# [Task description]
Please set down the data again exactly, minus the pictures.

# [Information]
== Segment start ==
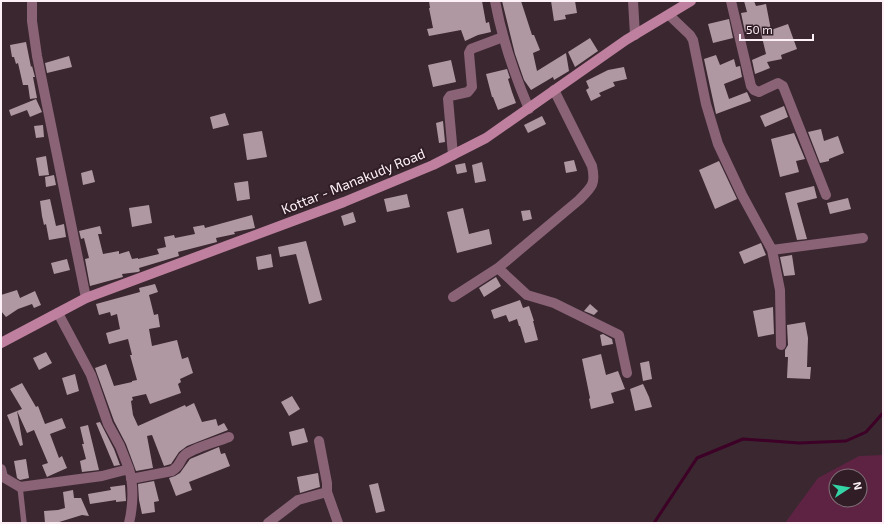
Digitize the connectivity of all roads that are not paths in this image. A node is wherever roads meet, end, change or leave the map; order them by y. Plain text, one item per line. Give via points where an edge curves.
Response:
1 (32, 1) edge
2 (494, 1) edge
3 (633, 1) edge
4 (692, 1) edge
5 (731, 1) edge
6 (669, 15) junction
7 (635, 35) junction
8 (503, 37) junction
9 (554, 90) junction
10 (529, 109) junction
11 (453, 155) junction
12 (826, 195) dead end
13 (863, 238) dead end
14 (772, 250) junction
15 (498, 268) junction
16 (453, 297) dead end
17 (86, 298) junction
18 (58, 313) junction
19 (1, 342) edge
20 (781, 345) dead end
21 (628, 373) dead end
22 (229, 437) dead end
23 (319, 441) dead end
24 (1, 469) edge
25 (130, 474) junction
26 (20, 487) junction
27 (327, 492) junction
28 (24, 523) edge
29 (130, 523) edge
30 (268, 523) edge
31 (338, 523) edge

1 - 17 street via 32,21 38,56
2 - 8 street
3 - 7 street
4 - 6 main road, Kottar - Manakudy Road
5 - 12 street via 751,86 758,92 778,83 782,86
6 - 7 main road, Kottar - Manakudy Road
6 - 14 street via 693,40 706,104 718,144
7 - 9 main road, Kottar - Manakudy Road
8 - 10 street
8 - 11 street via 471,49 469,53 472,87 468,92 452,95 448,99
9 - 10 main road, Kottar - Manakudy Road
9 - 15 street via 592,166 593,183 579,200
10 - 11 main road, Kottar - Manakudy Road via 486,138
11 - 17 main road, Kottar - Manakudy Road via 344,202
13 - 14 street
14 - 20 street via 780,290
15 - 16 street
15 - 21 street via 527,295 554,303 619,335
17 - 18 main road, Kottar - Manakudy Road
18 - 19 main road, Kottar - Manakudy Road
18 - 25 street via 91,375 108,424 120,446
22 - 25 street via 184,455 172,471
23 - 27 street
24 - 26 street via 3,477
25 - 26 street
25 - 29 street
26 - 28 lane
27 - 30 street via 298,500
27 - 31 street

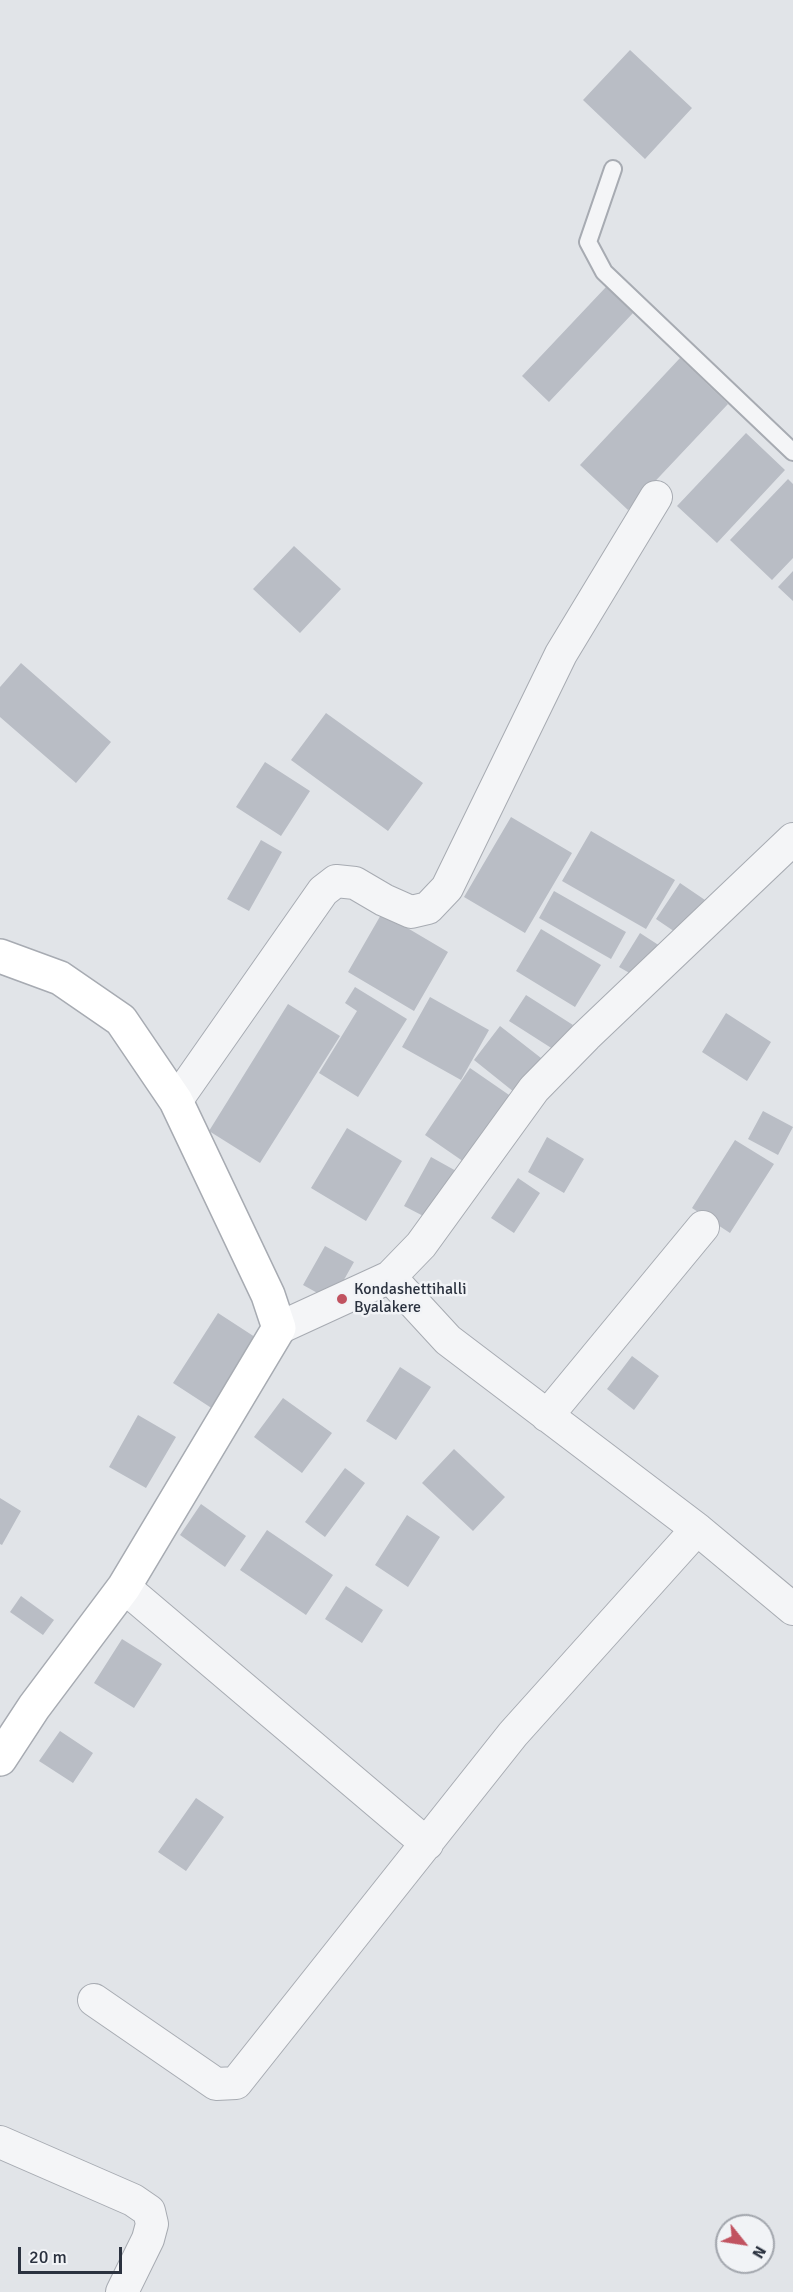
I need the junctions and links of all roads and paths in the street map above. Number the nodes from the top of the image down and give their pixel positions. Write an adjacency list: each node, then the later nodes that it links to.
1 (613, 169): 2 (lane)
2 (793, 452)
3 (656, 496): 6 (street)
4 (793, 839): 8 (street)
5 (0, 956): 6 (street)
6 (176, 1101): 9 (street)
7 (703, 1227): 10 (street)
8 (390, 1277): 9 (street); 10 (street)
9 (279, 1328): 12 (street)
10 (547, 1416): 11 (street)
11 (697, 1529): 13 (street); 15 (street)
12 (124, 1587): 14 (street); 15 (street)
13 (793, 1609)
14 (0, 1760)
15 (427, 1844): 16 (street)
16 (94, 2000)
17 (0, 2142): 18 (street)
18 (122, 2292)

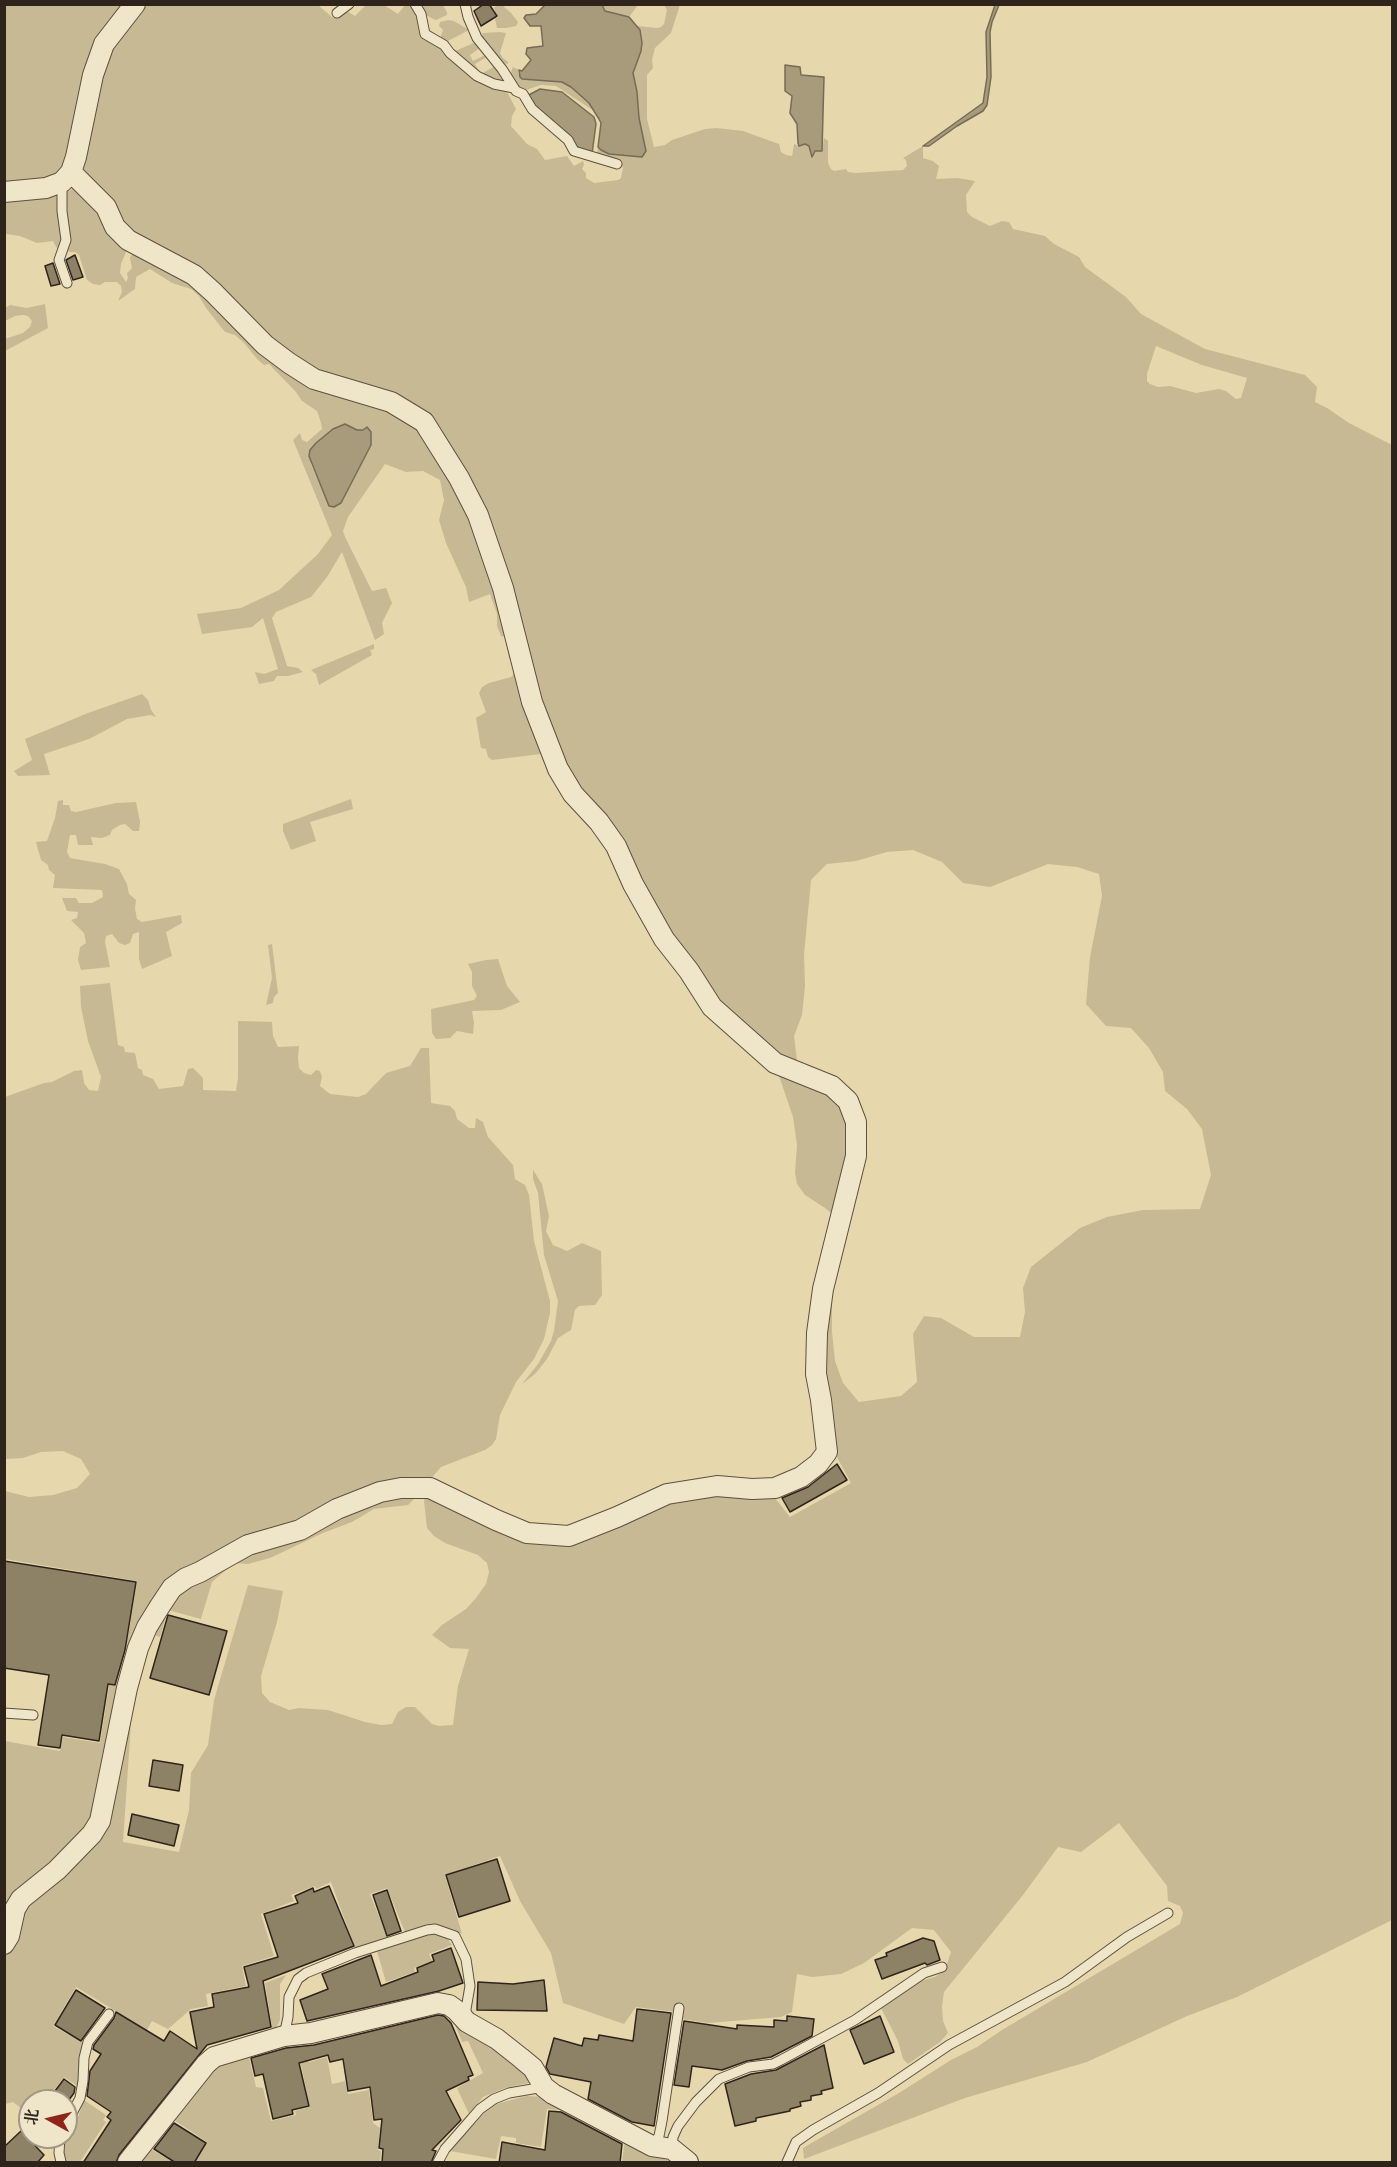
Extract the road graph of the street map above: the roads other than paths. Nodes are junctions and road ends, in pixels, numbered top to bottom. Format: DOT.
graph roads {
  1 [pos="135,4"];
  2 [pos="349,4"];
  3 [pos="415,4"];
  4 [pos="465,4"];
  5 [pos="337,13"];
  6 [pos="514,88"];
  7 [pos="617,164"];
  8 [pos="66,177"];
  9 [pos="4,192"];
  10 [pos="67,283"];
  11 [pos="4,1713"];
  12 [pos="33,1715"];
  13 [pos="1168,1913"];
  14 [pos="4,1944"];
  15 [pos="942,1967"];
  16 [pos="679,2008"];
  17 [pos="109,2013"];
  18 [pos="467,2022"];
  19 [pos="284,2036"];
  20 [pos="544,2087"];
  21 [pos="78,2102"];
  22 [pos="652,2146"];
  23 [pos="672,2149"];
  24 [pos="128,2163"];
  25 [pos="438,2163"];
  26 [pos="688,2163"];
  27 [pos="787,2163"];
  1 -- 8 [label="street"];
  2 -- 5 [label="lane"];
  3 -- 6 [label="lane"];
  4 -- 6 [label="lane"];
  6 -- 7 [label="lane"];
  8 -- 9 [label="street"];
  8 -- 10 [label="lane"];
  8 -- 14 [label="street"];
  11 -- 12 [label="lane"];
  13 -- 27 [label="lane"];
  15 -- 23 [label="lane"];
  16 -- 22 [label="lane"];
  17 -- 21 [label="lane"];
  18 -- 19 [label="street"];
  18 -- 19 [label="lane"];
  18 -- 20 [label="street"];
  19 -- 24 [label="street"];
  20 -- 22 [label="street"];
  20 -- 25 [label="lane"];
  22 -- 23 [label="street"];
  23 -- 26 [label="street"];
}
== Segment end ==
# [Answer section]
Digitize the connectivity of all roads that are not paths in this image. A node is wherever roads meet, end, change or leave the map; order them by y. Plain text, one item per line. Give via points where an edge curves.
Response:
1 (32, 1) edge
2 (494, 1) edge
3 (633, 1) edge
4 (692, 1) edge
5 (731, 1) edge
6 (669, 15) junction
7 (635, 35) junction
8 (503, 37) junction
9 (554, 90) junction
10 (529, 109) junction
11 (453, 155) junction
12 (826, 195) dead end
13 (863, 238) dead end
14 (772, 250) junction
15 (498, 268) junction
16 (453, 297) dead end
17 (86, 298) junction
18 (58, 313) junction
19 (1, 342) edge
20 (781, 345) dead end
21 (628, 373) dead end
22 (229, 437) dead end
23 (319, 441) dead end
24 (1, 469) edge
25 (130, 474) junction
26 (20, 487) junction
27 (327, 492) junction
28 (24, 523) edge
29 (130, 523) edge
30 (268, 523) edge
31 (338, 523) edge

1 - 17 street via 32,21 38,56
2 - 8 street
3 - 7 street
4 - 6 main road, Kottar - Manakudy Road
5 - 12 street via 751,86 758,92 778,83 782,86
6 - 7 main road, Kottar - Manakudy Road
6 - 14 street via 693,40 706,104 718,144
7 - 9 main road, Kottar - Manakudy Road
8 - 10 street
8 - 11 street via 471,49 469,53 472,87 468,92 452,95 448,99
9 - 10 main road, Kottar - Manakudy Road
9 - 15 street via 592,166 593,183 579,200
10 - 11 main road, Kottar - Manakudy Road via 486,138
11 - 17 main road, Kottar - Manakudy Road via 344,202
13 - 14 street
14 - 20 street via 780,290
15 - 16 street
15 - 21 street via 527,295 554,303 619,335
17 - 18 main road, Kottar - Manakudy Road
18 - 19 main road, Kottar - Manakudy Road
18 - 25 street via 91,375 108,424 120,446
22 - 25 street via 184,455 172,471
23 - 27 street
24 - 26 street via 3,477
25 - 26 street
25 - 29 street
26 - 28 lane
27 - 30 street via 298,500
27 - 31 street

I need the junctions and links of all roads and paths in the street map above. Number the nodes from the top of the image down and give their pixel positions. Write an adjacency list: each node, then the later nodes that it links to.
1 (613, 169): 2 (lane)
2 (793, 452)
3 (656, 496): 6 (street)
4 (793, 839): 8 (street)
5 (0, 956): 6 (street)
6 (176, 1101): 9 (street)
7 (703, 1227): 10 (street)
8 (390, 1277): 9 (street); 10 (street)
9 (279, 1328): 12 (street)
10 (547, 1416): 11 (street)
11 (697, 1529): 13 (street); 15 (street)
12 (124, 1587): 14 (street); 15 (street)
13 (793, 1609)
14 (0, 1760)
15 (427, 1844): 16 (street)
16 (94, 2000)
17 (0, 2142): 18 (street)
18 (122, 2292)

Extract the road graph of the street map above: the roads other than paths. Nodes are junctions and road ends, in pixels, numbered top to bottom. Format: DOT.
graph roads {
  1 [pos="135,4"];
  2 [pos="349,4"];
  3 [pos="415,4"];
  4 [pos="465,4"];
  5 [pos="337,13"];
  6 [pos="514,88"];
  7 [pos="617,164"];
  8 [pos="66,177"];
  9 [pos="4,192"];
  10 [pos="67,283"];
  11 [pos="4,1713"];
  12 [pos="33,1715"];
  13 [pos="1168,1913"];
  14 [pos="4,1944"];
  15 [pos="942,1967"];
  16 [pos="679,2008"];
  17 [pos="109,2013"];
  18 [pos="467,2022"];
  19 [pos="284,2036"];
  20 [pos="544,2087"];
  21 [pos="78,2102"];
  22 [pos="652,2146"];
  23 [pos="672,2149"];
  24 [pos="128,2163"];
  25 [pos="438,2163"];
  26 [pos="688,2163"];
  27 [pos="787,2163"];
  1 -- 8 [label="street"];
  2 -- 5 [label="lane"];
  3 -- 6 [label="lane"];
  4 -- 6 [label="lane"];
  6 -- 7 [label="lane"];
  8 -- 9 [label="street"];
  8 -- 10 [label="lane"];
  8 -- 14 [label="street"];
  11 -- 12 [label="lane"];
  13 -- 27 [label="lane"];
  15 -- 23 [label="lane"];
  16 -- 22 [label="lane"];
  17 -- 21 [label="lane"];
  18 -- 19 [label="street"];
  18 -- 19 [label="lane"];
  18 -- 20 [label="street"];
  19 -- 24 [label="street"];
  20 -- 22 [label="street"];
  20 -- 25 [label="lane"];
  22 -- 23 [label="street"];
  23 -- 26 [label="street"];
}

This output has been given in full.